Not to refute something that doesn’t ask for refutation, but here is a thought. Zen is like building the best fireplace in which the best fires can be set to burn the most cleanly and warmly. Yes, stone and bricks are cold. And you can build fires in the middle of your room or outside, and you may. But it is also good to have a well-constructed place to bring your wood and flame. It may seem impossible to build a fireplace just by sitting. But ultimately, it is actually very warm.

Ben Zoma Inside Out

The person in the hut lives here calmly,
not stuck to inside, outside, or in-between.
Song of the Grass Hut

Gone Beyond
Gone Completely Beyond
Heart Sutra

Ben Zoma Inside Out

Ben Zoma in the grass hut
Waters above
Waters below.
What does Rabbi Joshua know?
Sekito knows
Ben Zoma is outside
Inside and in-between.
Gone completely beyond.

Note: Creating, whatever your material, can be like the proverbial dog with a bone. There is sometimes spontaneity, done and gone, and then there is the idea that won’t go away. In that case, the idea is actually the dog and you are the bone. A previous version of this poem can be found here. Who knows what the next version, if any, will look like? Not me.

Better Trifecta


Mazu asked, “Then what should I do?”
Nanyue asked, “It’s like riding in an ox cart. If the cart doesn’t move do you hit the cart or do you hit the ox?”

Some ways say
You will be better and think better
When you act better.
Some ways say
You will be better and act better
When you think better.

Does it matter
So long as you work
To win all three?

Everything Is Standing In Your Way


Thousands of words, myriad interpretations,
are only to free you from obstructions.
Shitou Xiqian (700-790), Song of the Grass Hut

Everything is standing in your way. Everything.

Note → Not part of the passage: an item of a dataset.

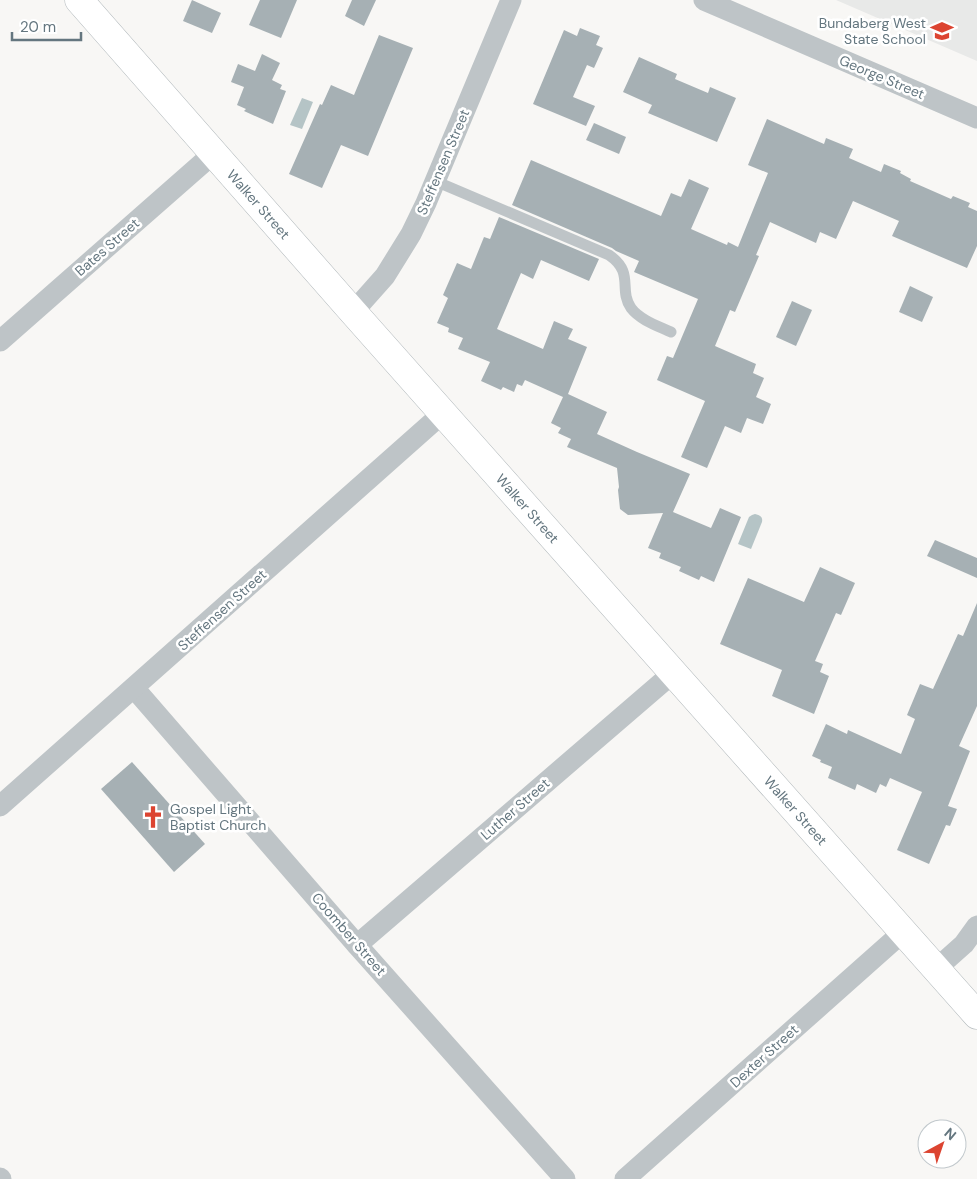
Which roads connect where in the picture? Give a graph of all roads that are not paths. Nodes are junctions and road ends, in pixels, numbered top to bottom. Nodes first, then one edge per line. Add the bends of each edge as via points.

That would seem to make getting rid of things in your way a primary mission. Except it isn’t.

As Shitou says in his Song of the Grass Hut, getting rid of obstructions is not it. All of the words of wisdom and the beliefs and practices that go with them are only to free you from obstructions, not get rid of them. He even implies that the words and interpretations are themselves just added obstructions.

Everything is standing in your way. If you start today to haul everything off, you will be at it forever. Life as a trash hauler. If you free yourself from those things, they will still be there, but they may no longer be in your way. At least not as much in the way as it seems.